# Corner Storage Bench Build Thread



## ink (Feb 3, 2011)

Is this the right forum for in-progress stuff? I didn't see one more appropriate.

Anway, a while back, I posted this thread over in the design forum about a corner storage bench I want to make for our sunroom.

I started construction this last weekend. I've only got one basic box done so far. 












I'm documenting the building of the whole project on my DIY blog, but I'll update here with the hopes of benefiting from all of your collective knowledge.


----------



## SteveEl (Sep 7, 2010)

I checked out your blog. Using only two 2x4s under the plywood doing the rip is unstable and unsafe, in this fellow advanced beginners opinion. Each side of the cut needs at least 2 2x4 supports, or alternatively you could get a large sheet of foam and use that (cutting a small bit of foam each time)

Look forward to seeing the finished product!


----------



## GeorgeC (Jul 30, 2008)

SteveEl said:


> I checked out your blog. Using only two 2x4s under the plywood doing the rip is unstable and unsafe, in this fellow advanced beginners opinion. Each side of the cut needs at least 2 2x4 supports, or alternatively you could get a large sheet of foam and use that (cutting a small bit of foam each time)
> 
> Look forward to seeing the finished product!

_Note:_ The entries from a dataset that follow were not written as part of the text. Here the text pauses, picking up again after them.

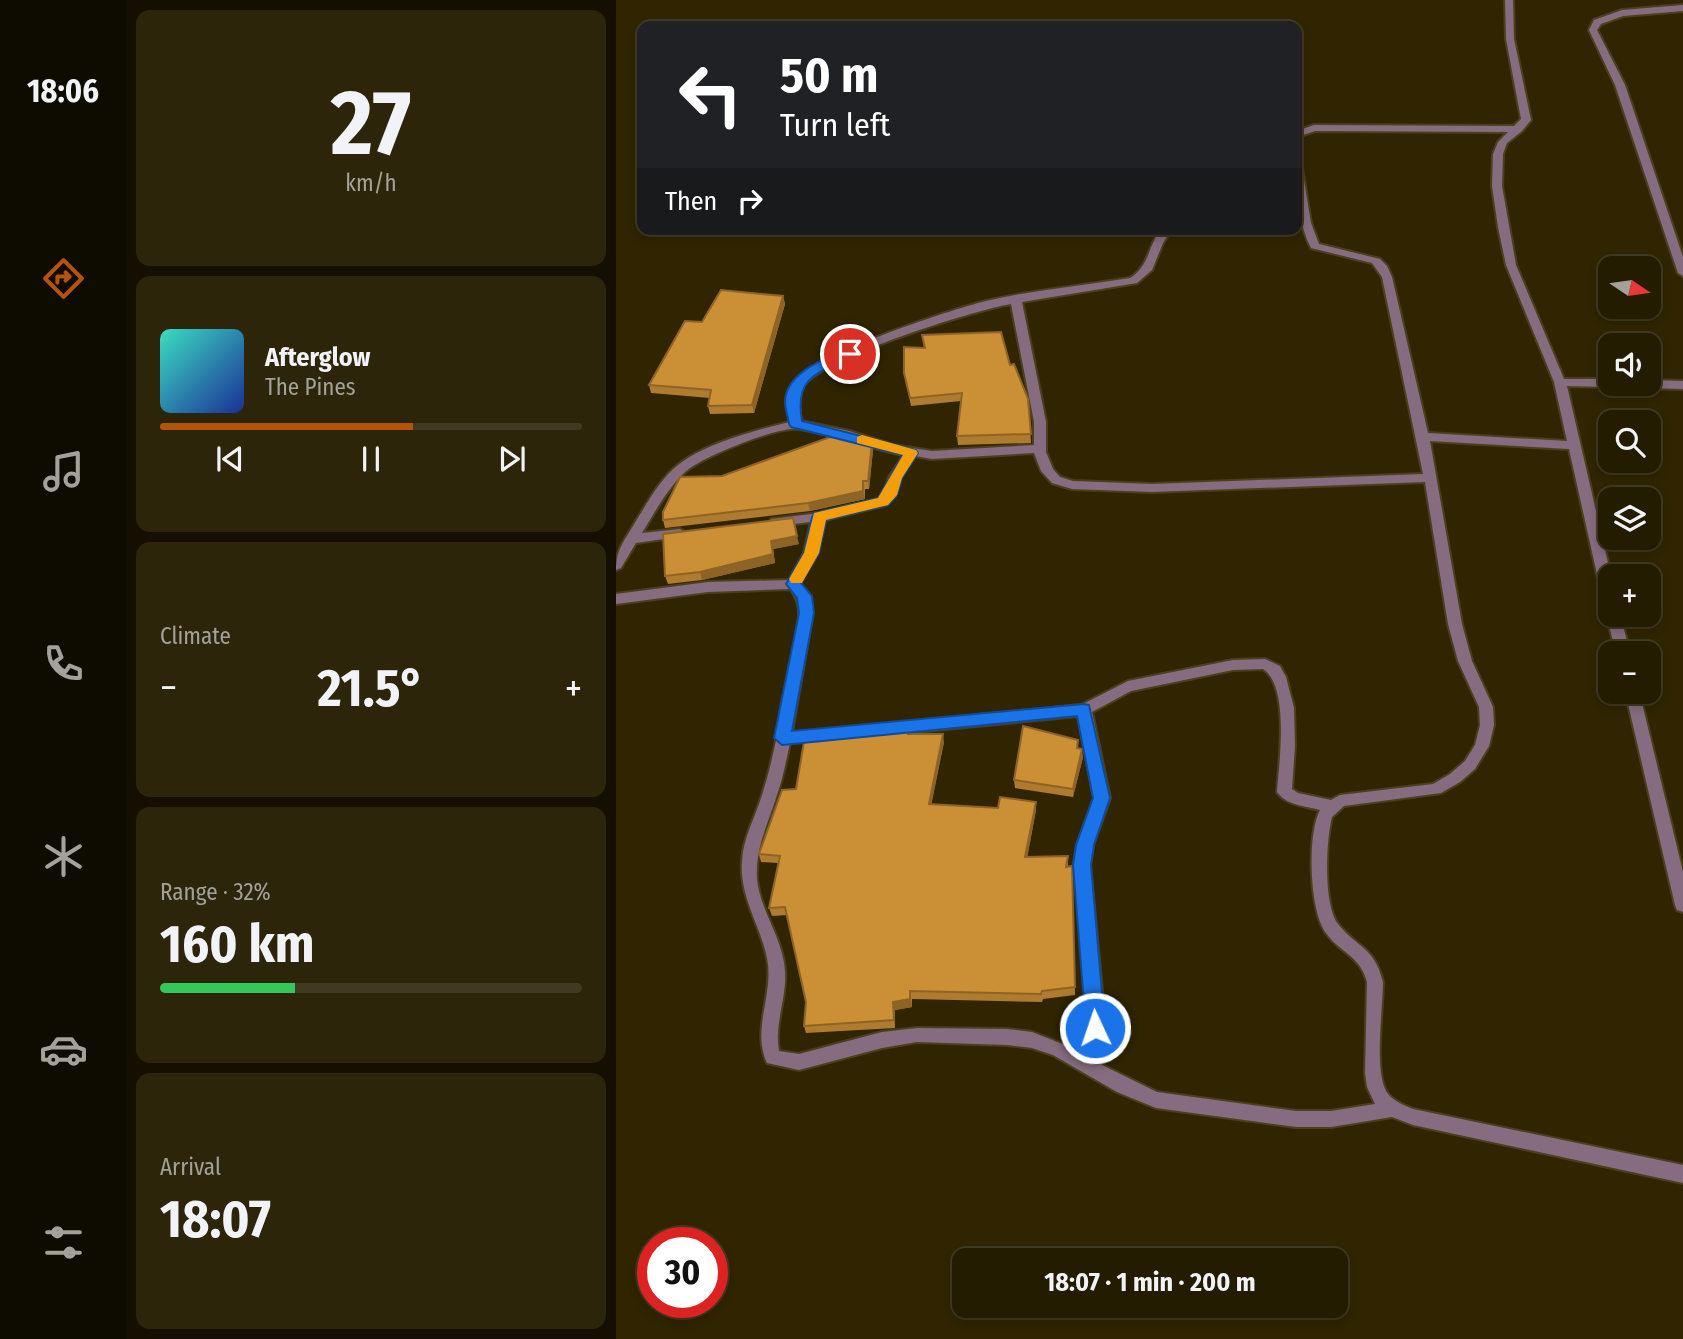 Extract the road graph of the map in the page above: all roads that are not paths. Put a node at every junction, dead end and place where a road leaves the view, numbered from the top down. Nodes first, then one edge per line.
1 (1510, 0) edge
2 (1683, 8) edge
3 (1519, 129) junction
4 (1302, 132) edge
5 (1302, 225) edge
6 (1162, 235) edge
7 (1683, 273) edge
8 (1016, 302) junction
9 (1560, 382) junction
10 (1598, 383) edge
11 (1661, 384) edge
12 (1683, 385) edge
13 (796, 424) junction
14 (1423, 437) junction
15 (1573, 445) junction
16 (1041, 449) junction
17 (911, 453) junction
18 (1431, 478) junction
19 (819, 517) junction
20 (766, 523) edge
21 (698, 531) edge
22 (631, 539) junction
23 (1601, 564) edge
24 (616, 565) edge
25 (793, 584) junction
26 (616, 598) edge
27 (1635, 704) edge
28 (1084, 710) junction
29 (782, 738) junction
30 (1331, 806) junction
31 (1683, 905) edge
32 (1093, 1069) junction
33 (1391, 1109) junction
34 (1683, 1174) edge

1 - 3 street
2 - 7 street
3 - 4 street
3 - 9 street
5 - 14 street
6 - 8 street
8 - 13 street
8 - 16 street
9 - 10 street
9 - 15 street
11 - 12 street
13 - 17 street
13 - 22 street
14 - 15 street
14 - 18 street
15 - 23 street
16 - 17 street
16 - 18 street
17 - 19 street
18 - 30 street
19 - 20 street
19 - 25 street
21 - 22 street
22 - 24 street
25 - 26 street
25 - 29 street
27 - 31 street
28 - 29 street
28 - 30 street
28 - 32 street
29 - 32 street
30 - 33 street
32 - 33 street
33 - 34 street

Please explain your thoughts on the need for 4 2x4's. Why do you want 2 under the waste side?

G


----------



## SteveEl (Sep 7, 2010)

He's cutting with the 2x4s on the concrete floor. By eliminating risk that either side can tip IMO you get three things:

never any "breakaway" or whatever its called on the last little bit of the cut;

no tipping means no edges impact the floor, which protects all edges... and todays waste is tomorrows stock

greatly reduces unexpected saw or operator movement or becoming unbalanced.... one day some of the saws weight may be on the scrap side and tipping will take the blade into the cement; or operator may be kneeling on the stock to make a rip down the middle because they can't quite reach, or at least not well enough to control saw against the guide. Tipping could unbalance the operator.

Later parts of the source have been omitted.